## Work instruction
Whenever the string "Left" turns up in a line below, that line should be copied.
|---|
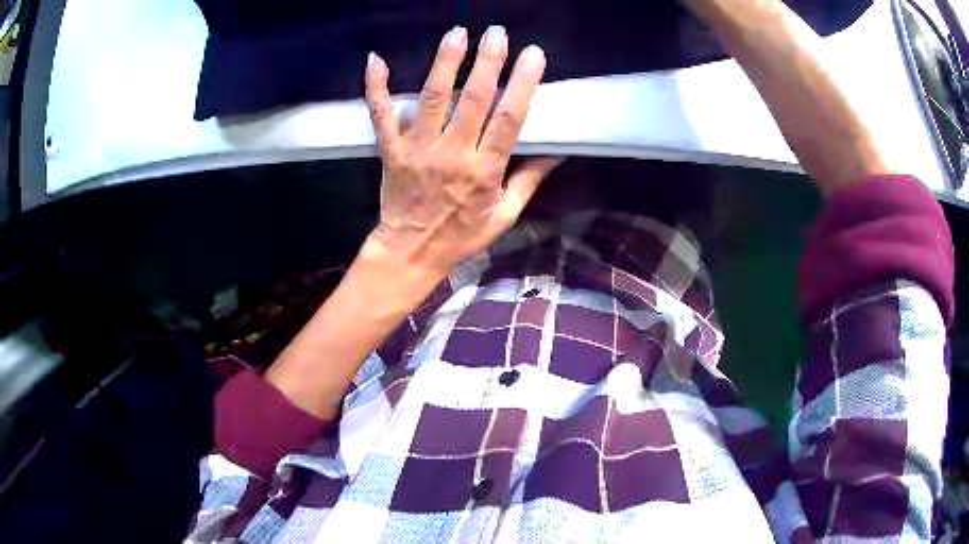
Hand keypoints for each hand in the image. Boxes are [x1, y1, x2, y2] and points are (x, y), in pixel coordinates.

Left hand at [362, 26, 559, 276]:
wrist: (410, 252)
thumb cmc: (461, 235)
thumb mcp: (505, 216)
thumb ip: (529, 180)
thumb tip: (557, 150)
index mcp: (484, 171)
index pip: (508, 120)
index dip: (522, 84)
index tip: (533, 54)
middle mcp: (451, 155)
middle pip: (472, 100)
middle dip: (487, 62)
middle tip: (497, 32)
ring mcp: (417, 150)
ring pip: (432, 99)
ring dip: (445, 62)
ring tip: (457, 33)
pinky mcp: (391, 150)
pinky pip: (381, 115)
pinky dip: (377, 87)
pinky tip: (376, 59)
|---|
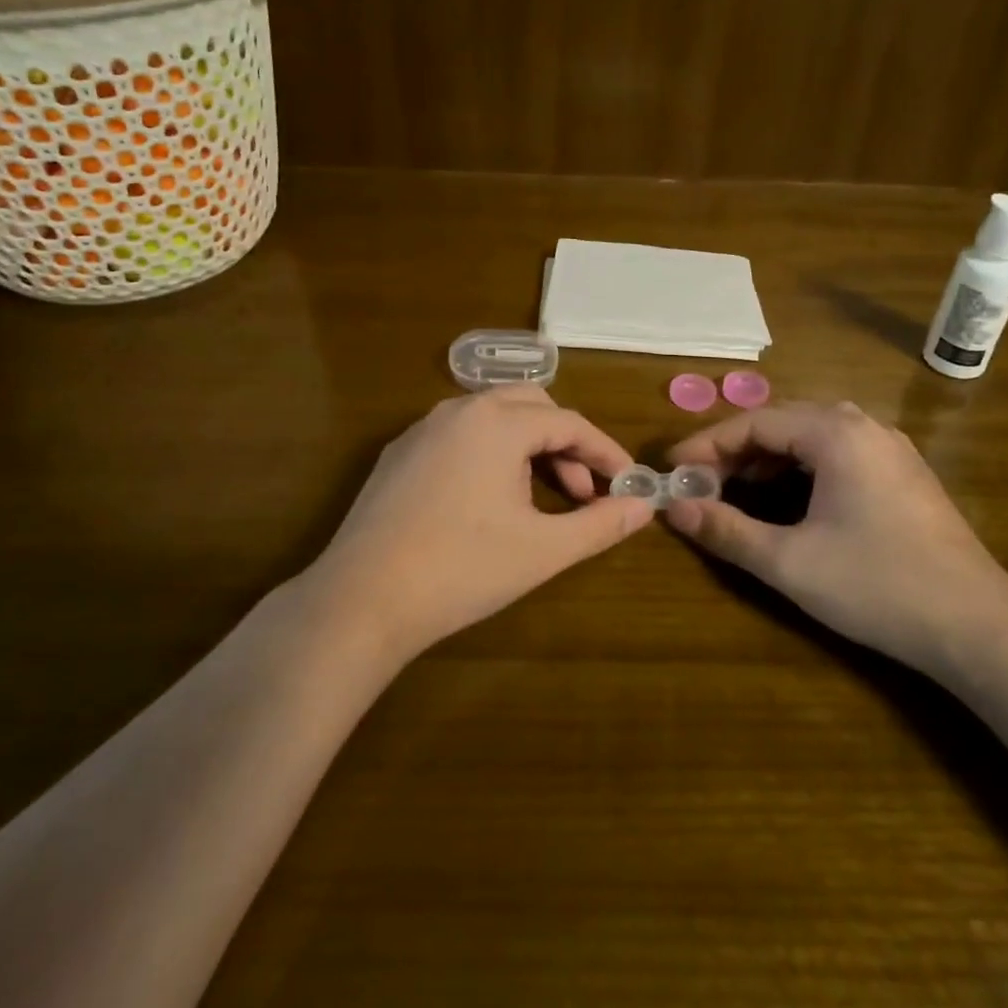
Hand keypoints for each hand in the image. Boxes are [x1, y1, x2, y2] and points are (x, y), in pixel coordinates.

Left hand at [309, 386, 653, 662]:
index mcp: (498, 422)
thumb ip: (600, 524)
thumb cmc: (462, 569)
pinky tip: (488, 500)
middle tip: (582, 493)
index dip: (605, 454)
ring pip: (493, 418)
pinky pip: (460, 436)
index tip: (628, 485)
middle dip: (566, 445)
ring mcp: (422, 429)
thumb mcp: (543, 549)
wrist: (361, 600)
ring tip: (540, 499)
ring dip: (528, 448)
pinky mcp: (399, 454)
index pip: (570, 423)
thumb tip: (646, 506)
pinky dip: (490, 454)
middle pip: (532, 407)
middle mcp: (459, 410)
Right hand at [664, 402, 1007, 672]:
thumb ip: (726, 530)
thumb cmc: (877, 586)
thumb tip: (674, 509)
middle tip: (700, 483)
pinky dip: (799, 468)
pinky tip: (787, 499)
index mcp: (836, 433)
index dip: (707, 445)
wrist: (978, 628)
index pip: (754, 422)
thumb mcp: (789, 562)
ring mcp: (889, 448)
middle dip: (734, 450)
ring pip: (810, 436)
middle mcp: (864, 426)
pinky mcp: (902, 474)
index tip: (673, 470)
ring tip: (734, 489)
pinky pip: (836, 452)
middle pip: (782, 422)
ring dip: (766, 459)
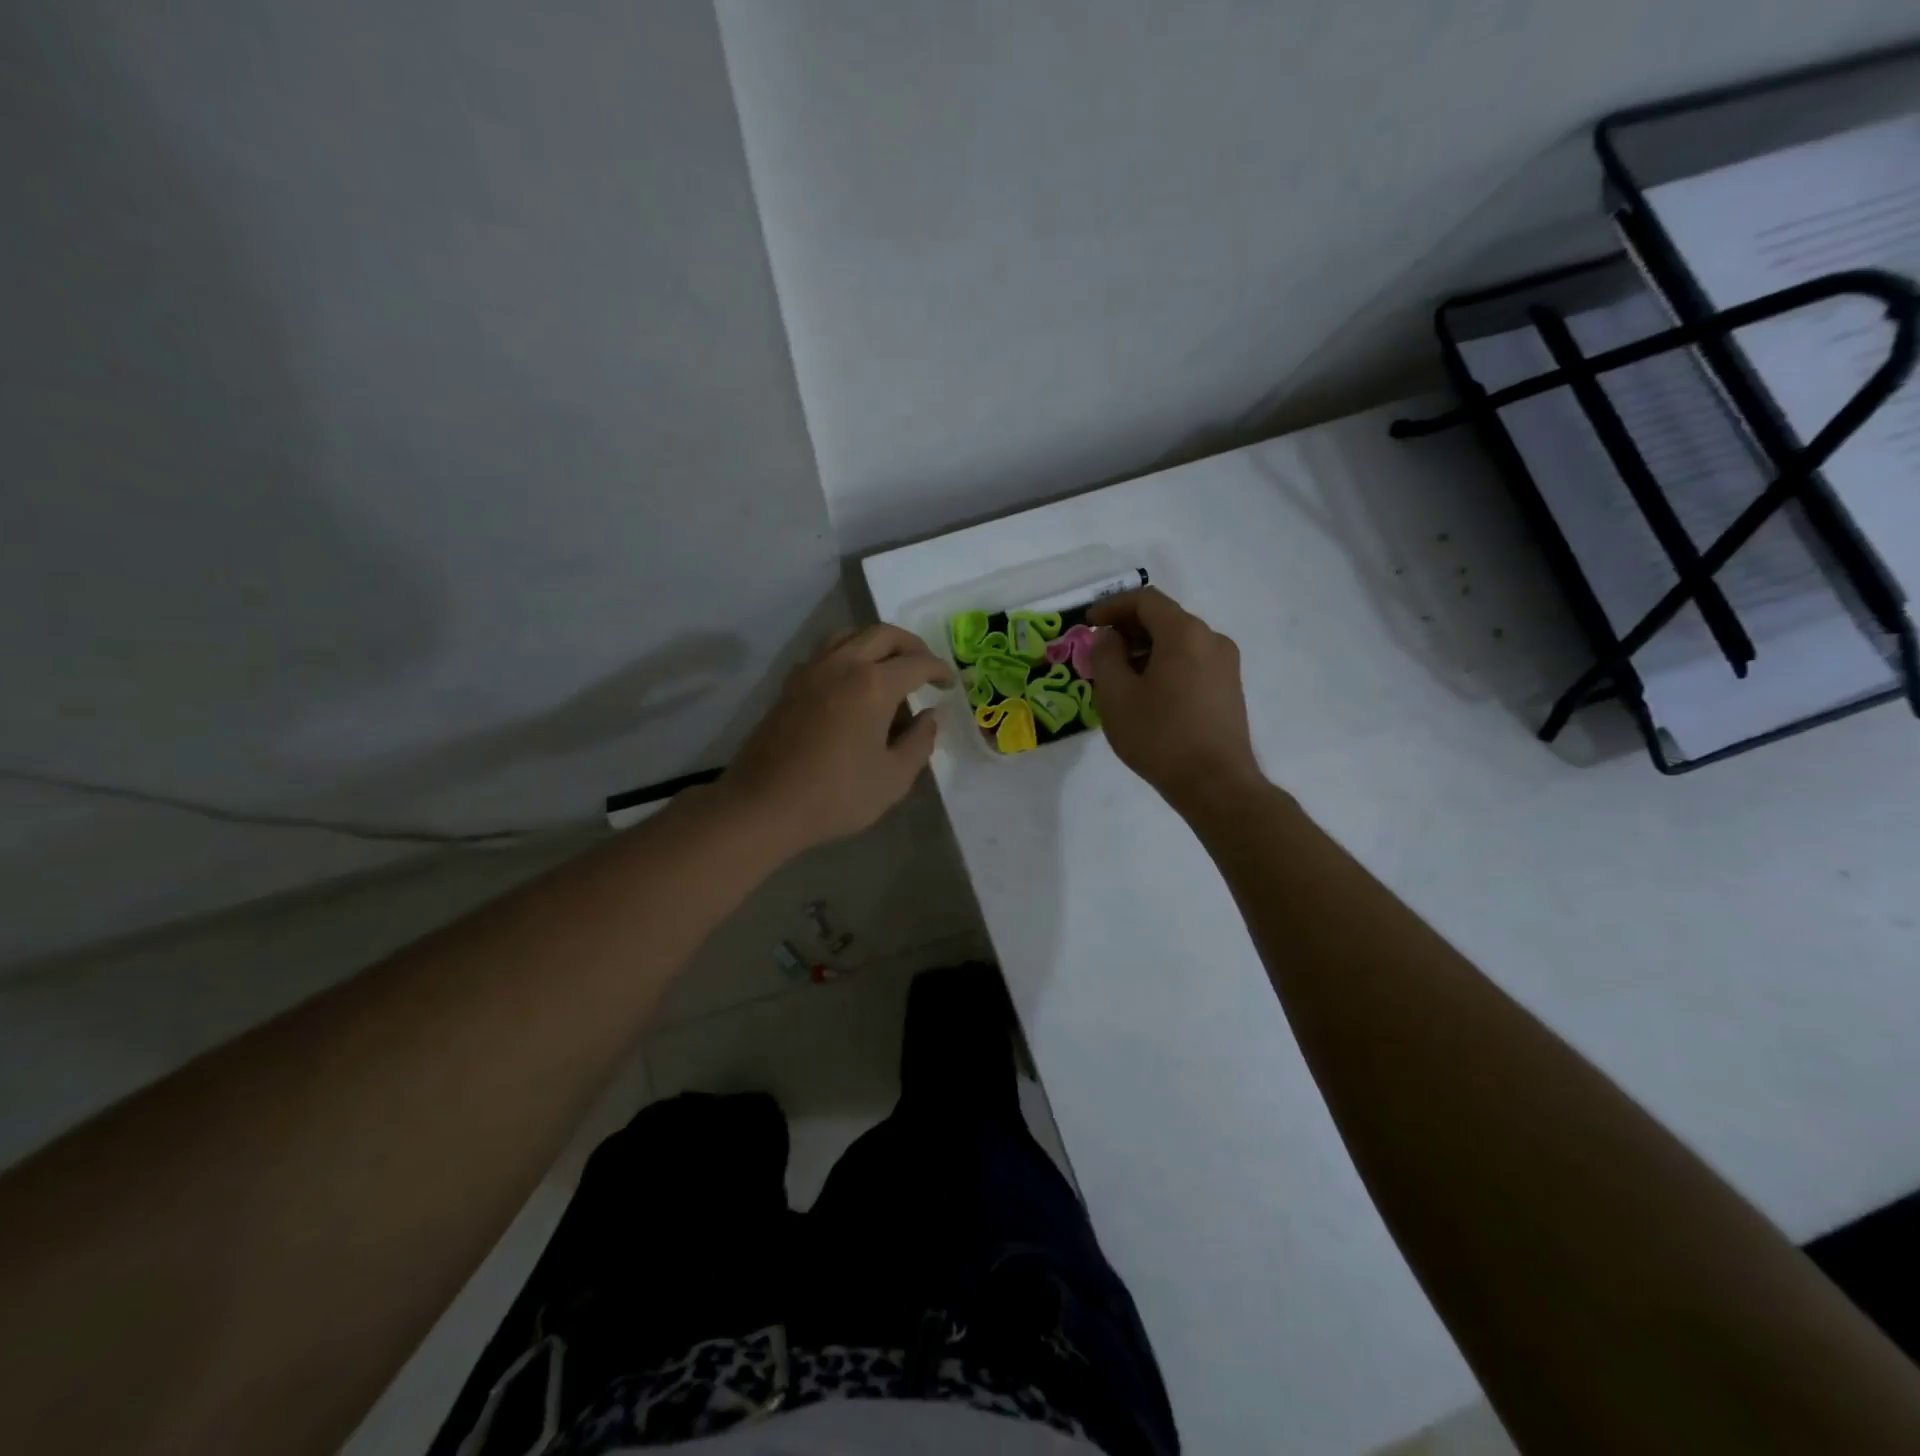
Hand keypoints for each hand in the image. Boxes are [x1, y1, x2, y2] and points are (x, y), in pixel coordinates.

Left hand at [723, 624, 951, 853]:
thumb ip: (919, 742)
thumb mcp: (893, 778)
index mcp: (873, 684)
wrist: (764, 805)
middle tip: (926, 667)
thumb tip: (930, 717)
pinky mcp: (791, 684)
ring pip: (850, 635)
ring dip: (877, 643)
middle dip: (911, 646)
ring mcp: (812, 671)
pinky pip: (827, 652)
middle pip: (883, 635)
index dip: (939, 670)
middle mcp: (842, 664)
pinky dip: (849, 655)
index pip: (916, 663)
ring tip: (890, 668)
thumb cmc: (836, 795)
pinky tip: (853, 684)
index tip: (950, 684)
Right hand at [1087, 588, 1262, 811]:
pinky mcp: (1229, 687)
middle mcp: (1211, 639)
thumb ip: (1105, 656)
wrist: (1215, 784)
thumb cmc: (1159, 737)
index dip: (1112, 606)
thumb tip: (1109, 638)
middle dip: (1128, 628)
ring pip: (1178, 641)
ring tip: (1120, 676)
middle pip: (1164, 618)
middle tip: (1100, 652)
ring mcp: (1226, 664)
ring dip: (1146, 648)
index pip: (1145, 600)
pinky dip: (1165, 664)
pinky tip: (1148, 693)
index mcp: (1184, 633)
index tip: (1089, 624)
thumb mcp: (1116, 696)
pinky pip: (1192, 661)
|---|
## Output of the exercise
Left hand at [362, 26, 559, 276]:
Left hand at [309, 386, 653, 662]:
Left hand at [723, 624, 951, 853]:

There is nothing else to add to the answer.